DISCUSSIONS regarding a fresh version of South Africa’s mining charter were “flawed” and failed to absorb industry concerns, said Roger Baxter, CEO of the Chamber of Mines.
Commenting on meetings between the chamber and the government since the shock parliament gazette of a new mining charter in April, Baxter expressed grave concerns about the consultative process. He said government had ignored the mining sector’s reservations regarding the proposed charter.
“As far as we can tell, the Department of Mineral Resources (DMR) has taken none of these issues on board and clearly the meetings were limited ‘consultations’,” said Baxter. The DMR had “little appetite to hear the industry’s concerns,” he added.
One of the issues to which Baxter refers is thought to refer to concerns the mining sector has regarding the DMR’s interpretation of the principle of ‘once-empowered, always-empowered’. The industry was also worried about certain strides that were claimed by the DMR regarding community investment in the mining charter.
Speaking in parliament, Mosa Mabuza, deputy-director (DDG) for mineral and policy promotion, hailed the imminent gazetting of a negotiated mining charter saying it was “materially different” from the original draft.
Baxter, however, had a radically different view.
“We note the DMR DDG’s points made in parliament today [November 16] regarding the DMR version of a draft charter. Unlike previous charters, where stakeholders in MIGDETT worked together to produce a stakeholder-agreed proposal, the DMR chose this time to produce its own draft without properly engaging any stakeholder other than receiving submissions,” he said.

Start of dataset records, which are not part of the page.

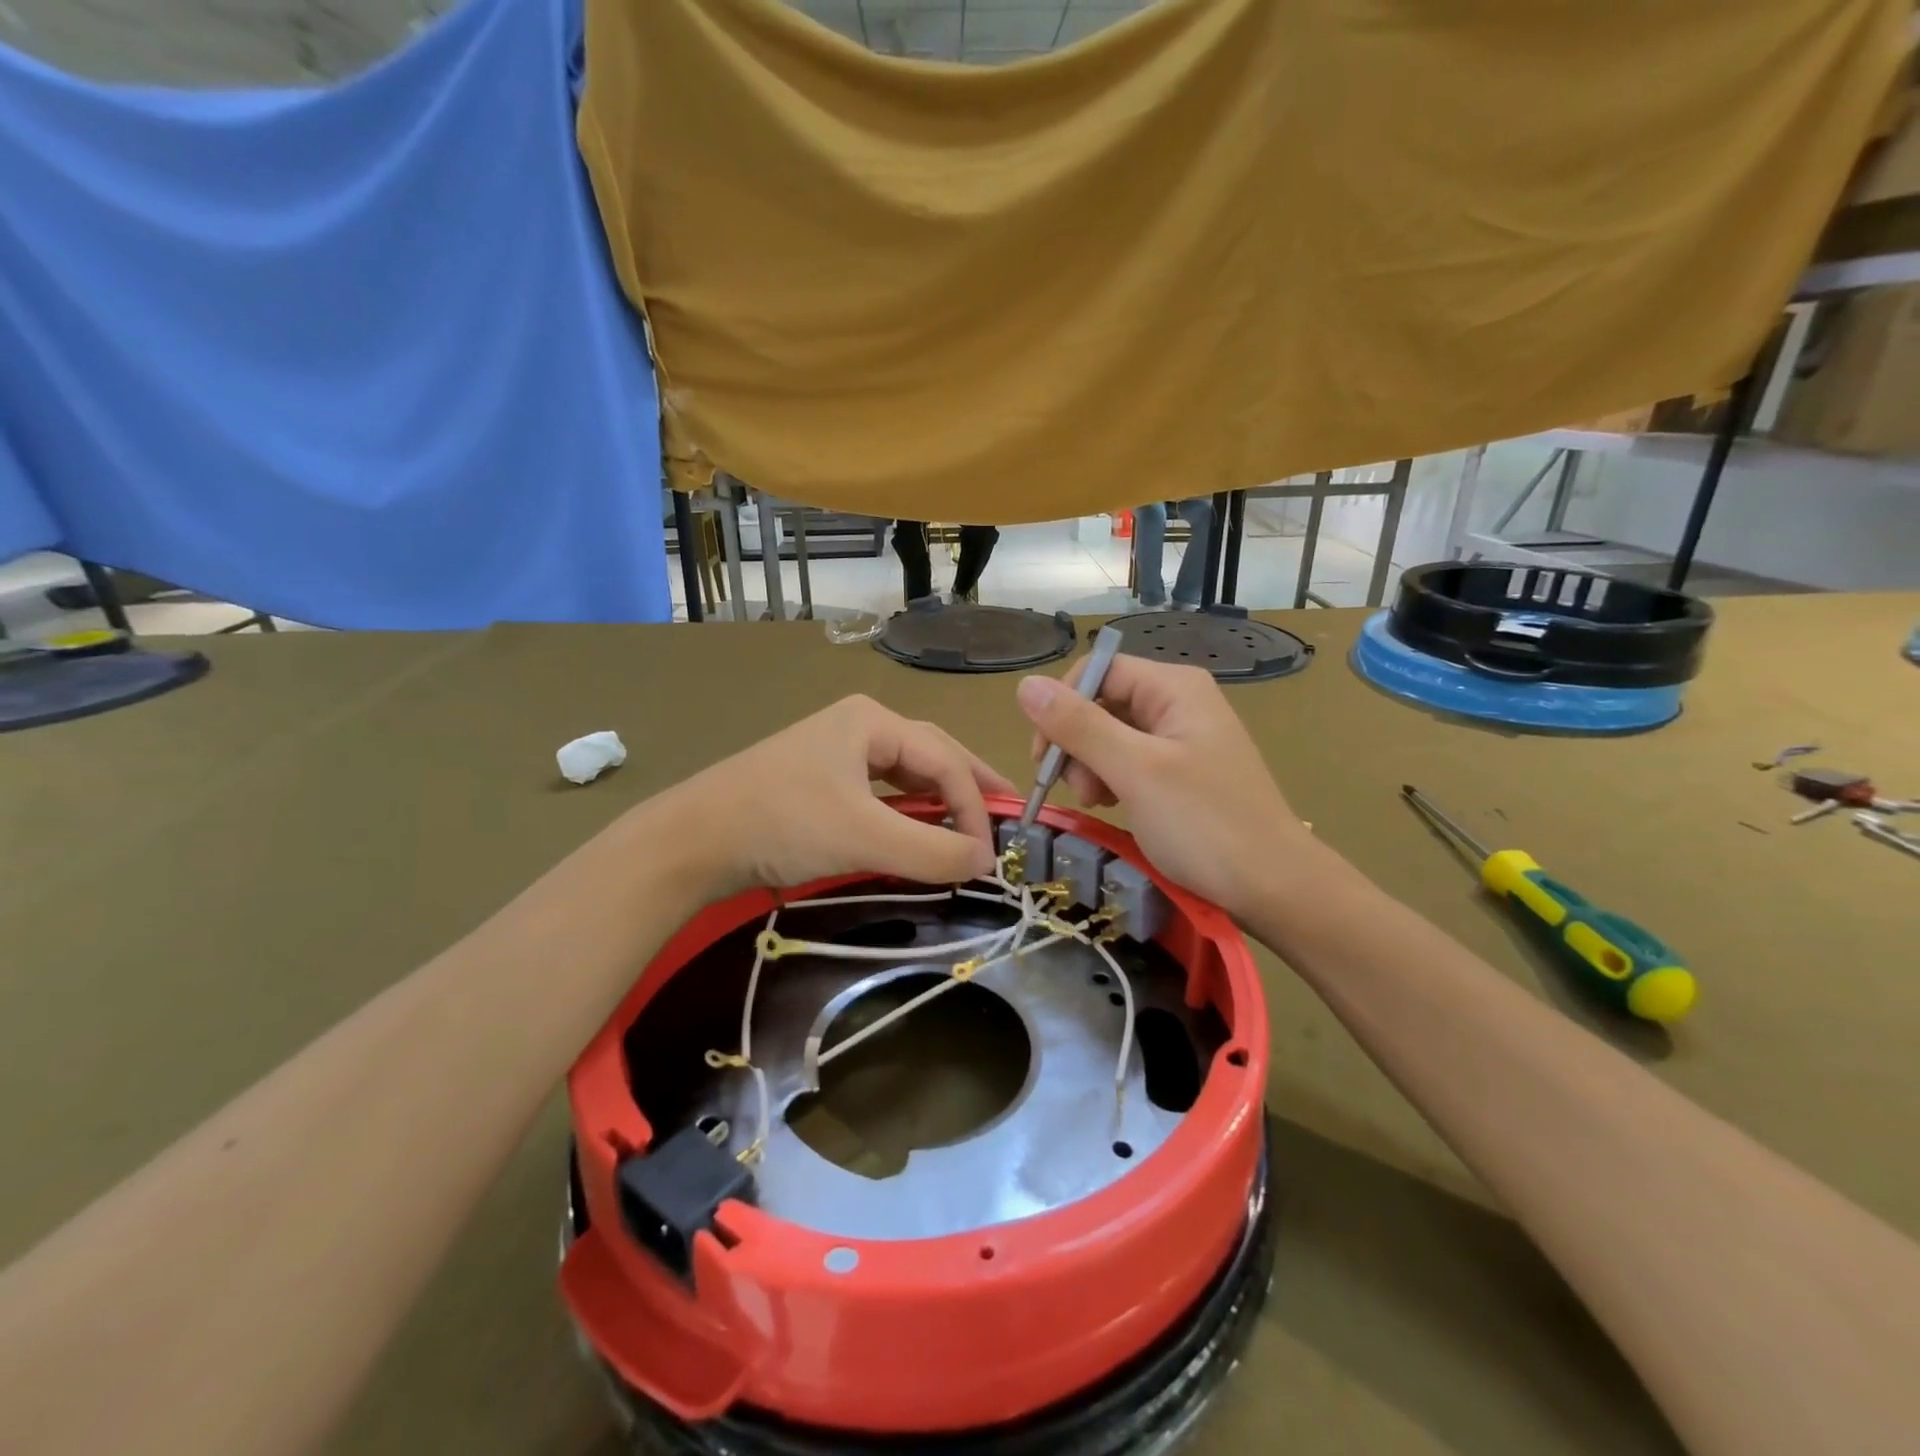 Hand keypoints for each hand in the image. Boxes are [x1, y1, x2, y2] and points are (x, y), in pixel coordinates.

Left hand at [663, 695, 1013, 898]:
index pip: (945, 760)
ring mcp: (836, 750)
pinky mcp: (820, 779)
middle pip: (931, 754)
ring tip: (974, 819)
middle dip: (970, 786)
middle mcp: (859, 725)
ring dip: (940, 798)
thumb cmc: (783, 823)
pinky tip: (920, 826)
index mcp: (873, 720)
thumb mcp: (864, 837)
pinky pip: (880, 790)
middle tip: (1007, 813)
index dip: (975, 805)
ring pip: (906, 772)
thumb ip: (933, 849)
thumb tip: (986, 861)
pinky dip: (908, 810)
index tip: (990, 854)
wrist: (693, 839)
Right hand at [1015, 658, 1308, 918]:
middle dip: (1077, 743)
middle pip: (1102, 702)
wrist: (1274, 887)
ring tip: (1098, 803)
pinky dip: (1112, 780)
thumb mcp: (1135, 771)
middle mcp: (1179, 702)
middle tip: (1078, 791)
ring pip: (1111, 734)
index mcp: (1174, 687)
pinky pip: (1130, 760)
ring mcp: (1183, 737)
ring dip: (1091, 766)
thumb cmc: (1205, 824)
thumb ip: (1079, 726)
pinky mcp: (1183, 770)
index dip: (1062, 707)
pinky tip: (1113, 806)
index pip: (1097, 671)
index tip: (1044, 758)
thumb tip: (1025, 684)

MIGDETT is an acronym for the Mining Industry Growth Development and Employment Task Team and was developed to steer consultations on issues relating to policy, among other matters, involving the industry, government and unions.

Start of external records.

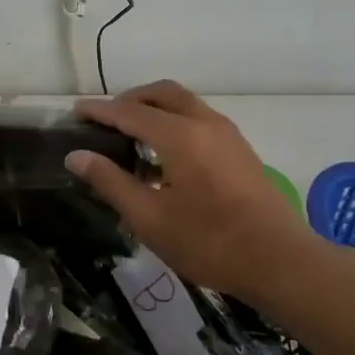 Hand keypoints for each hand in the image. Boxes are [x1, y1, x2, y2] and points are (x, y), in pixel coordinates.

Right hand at [65, 81, 316, 301]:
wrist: (279, 261)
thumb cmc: (208, 241)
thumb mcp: (149, 217)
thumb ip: (110, 181)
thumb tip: (77, 155)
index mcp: (179, 134)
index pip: (129, 112)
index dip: (99, 111)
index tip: (75, 111)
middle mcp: (204, 123)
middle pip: (162, 94)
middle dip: (131, 100)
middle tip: (106, 119)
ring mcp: (227, 135)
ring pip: (185, 104)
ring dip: (155, 110)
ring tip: (132, 137)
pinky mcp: (240, 151)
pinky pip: (200, 120)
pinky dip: (175, 122)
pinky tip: (165, 157) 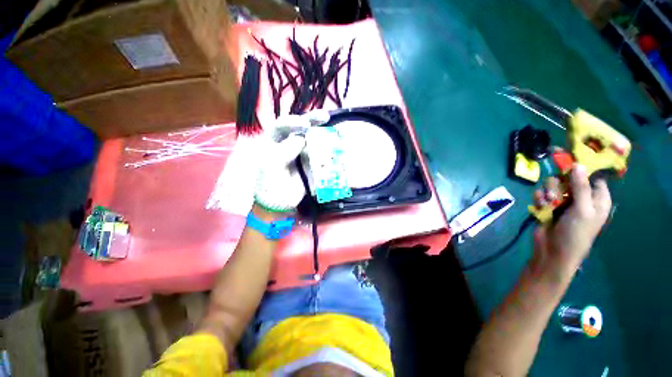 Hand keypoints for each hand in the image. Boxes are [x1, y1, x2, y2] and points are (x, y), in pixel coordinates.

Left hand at [254, 110, 329, 212]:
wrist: (278, 203)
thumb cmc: (268, 184)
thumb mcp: (270, 166)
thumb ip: (284, 151)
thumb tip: (301, 139)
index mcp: (273, 142)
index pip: (282, 126)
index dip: (293, 122)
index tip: (305, 124)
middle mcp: (287, 144)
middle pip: (300, 129)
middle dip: (312, 121)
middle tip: (325, 117)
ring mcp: (300, 154)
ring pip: (312, 140)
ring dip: (322, 134)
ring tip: (334, 129)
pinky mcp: (310, 164)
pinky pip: (319, 154)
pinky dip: (327, 149)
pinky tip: (335, 145)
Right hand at [532, 164, 611, 270]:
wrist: (552, 252)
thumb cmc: (575, 233)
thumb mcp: (582, 210)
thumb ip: (581, 187)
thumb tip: (579, 164)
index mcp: (597, 198)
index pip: (593, 176)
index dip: (583, 168)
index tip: (570, 161)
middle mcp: (581, 197)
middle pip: (569, 177)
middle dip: (560, 184)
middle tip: (557, 194)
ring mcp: (563, 202)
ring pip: (552, 185)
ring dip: (548, 192)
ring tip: (547, 203)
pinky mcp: (547, 206)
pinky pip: (541, 193)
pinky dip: (539, 199)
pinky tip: (540, 206) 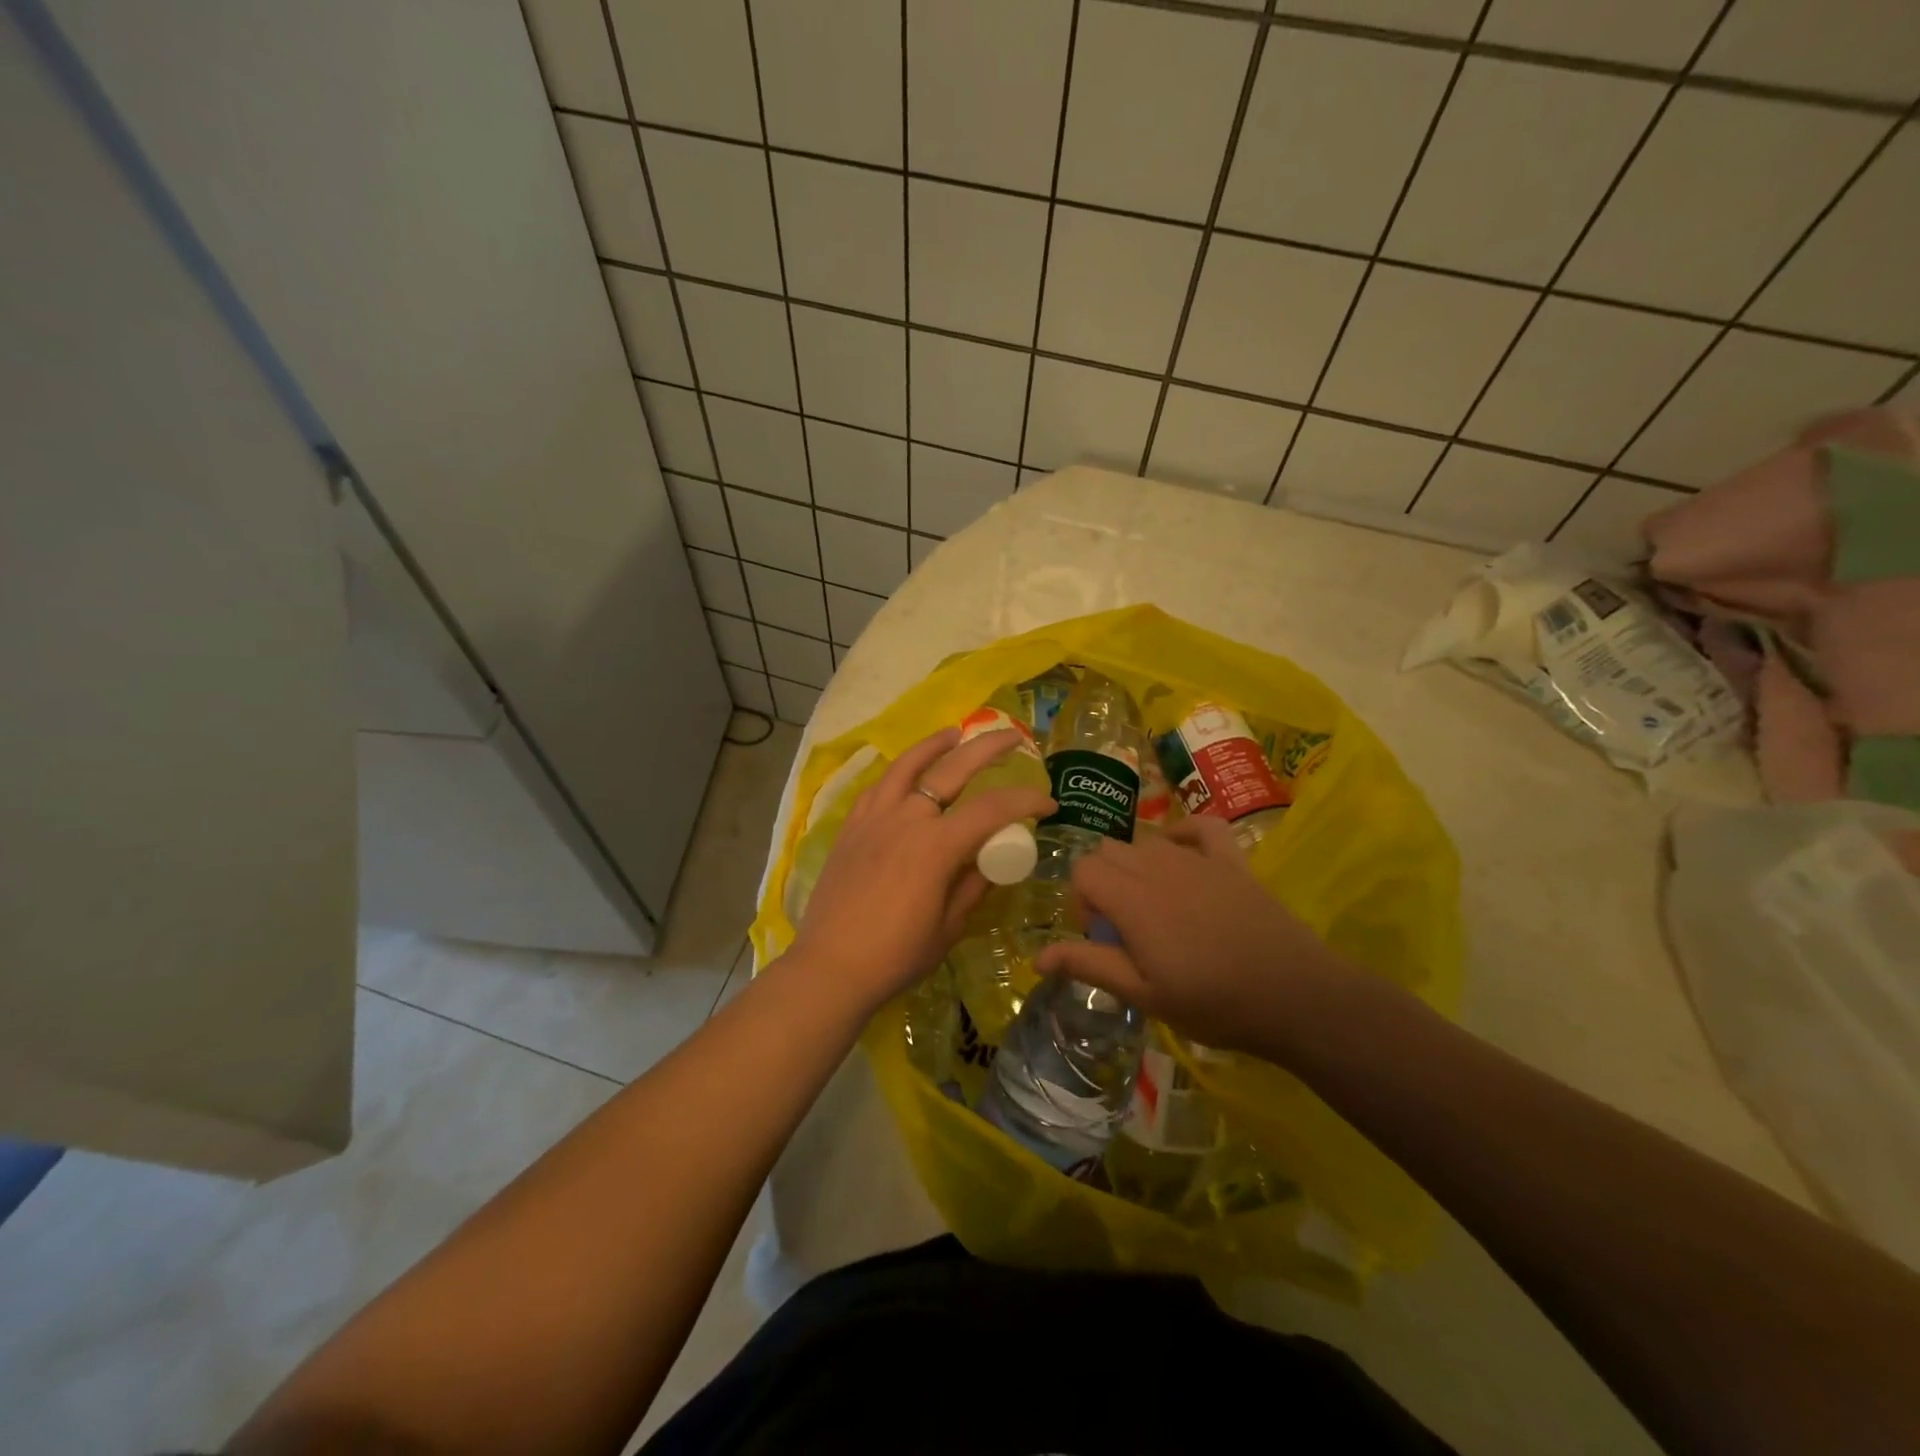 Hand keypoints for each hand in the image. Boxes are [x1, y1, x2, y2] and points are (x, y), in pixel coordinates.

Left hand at [788, 727, 1054, 1011]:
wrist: (830, 967)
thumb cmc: (896, 955)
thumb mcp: (948, 927)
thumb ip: (972, 886)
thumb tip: (990, 861)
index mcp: (935, 846)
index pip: (992, 809)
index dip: (1025, 801)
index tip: (1048, 803)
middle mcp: (905, 819)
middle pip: (952, 769)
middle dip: (987, 748)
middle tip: (1013, 737)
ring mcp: (873, 819)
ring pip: (907, 766)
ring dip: (935, 746)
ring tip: (954, 733)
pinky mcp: (851, 828)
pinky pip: (878, 788)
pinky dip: (898, 773)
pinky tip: (907, 774)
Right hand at [1035, 816, 1351, 1054]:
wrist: (1294, 996)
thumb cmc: (1212, 1002)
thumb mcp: (1143, 994)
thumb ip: (1089, 965)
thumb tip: (1036, 957)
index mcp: (1131, 898)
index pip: (1082, 869)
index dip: (1082, 900)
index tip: (1102, 935)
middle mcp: (1157, 866)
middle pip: (1108, 850)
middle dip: (1104, 881)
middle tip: (1125, 926)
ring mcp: (1197, 858)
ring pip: (1146, 841)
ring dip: (1137, 866)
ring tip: (1156, 908)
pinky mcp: (1231, 859)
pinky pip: (1200, 826)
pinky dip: (1184, 835)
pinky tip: (1183, 858)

Baxter said the chamber had met the DMR on only two occasions since April. In both meetings, the chamber raised specific areas of concern. The main concern is whether past empowerment deals, whether they succeeded or not, should be recognised by the DMR.
A reckoning of BEE transactions between 2004 and 2014 was construed by the Chamber of Mines as a complete success. It believed the mining sector had exceeded the targeted 26% empowerment as set down in the charter at the time.
The DMR had a different view claiming the mining sector had achieved well below the 26% target – a view based on the notion it didn’t accept empowerment deals where the empowerment partners had sold their shareholders, or where the deals had failed as a result of declining commodity markets.
Consequently, the chamber and the DMR set about seeking a joint declaratory order from the High Court on whether failed or realised empowerment deals ought to be recognised. The DMR, for legal technical reasons, withdrew from the joint declaratory order and has since sought an out of court resolution.
“While the chamber has been engaged in discussions with the DMR on the BEE ownership issue in the mining charter pending proceeding with the declaratory order application, the last meeting of the principals took place in July 2016,” said Baxter. “Despite the chamber providing detailed inputs on the issue in September, no further meetings have taken place,” he said.
As far as Chamber of Mines’ comments go, this is damning. It means that the charter – which may be published next month, according to Mabuza – has almost no material alteration on key issues from the document produced in April.
Baxter said it would be difficult to “… accede to an outcome based on a flawed process and a DMR that does not want to take on board the substantive issues that the industry is concerned about”.
The exact content of the mining charter is, as yet, unknown. But South Africa’s mining sector faces another prolonged, exacting period of uncertainty if the proposed legislation contains the inconsistencies referred to by the chamber.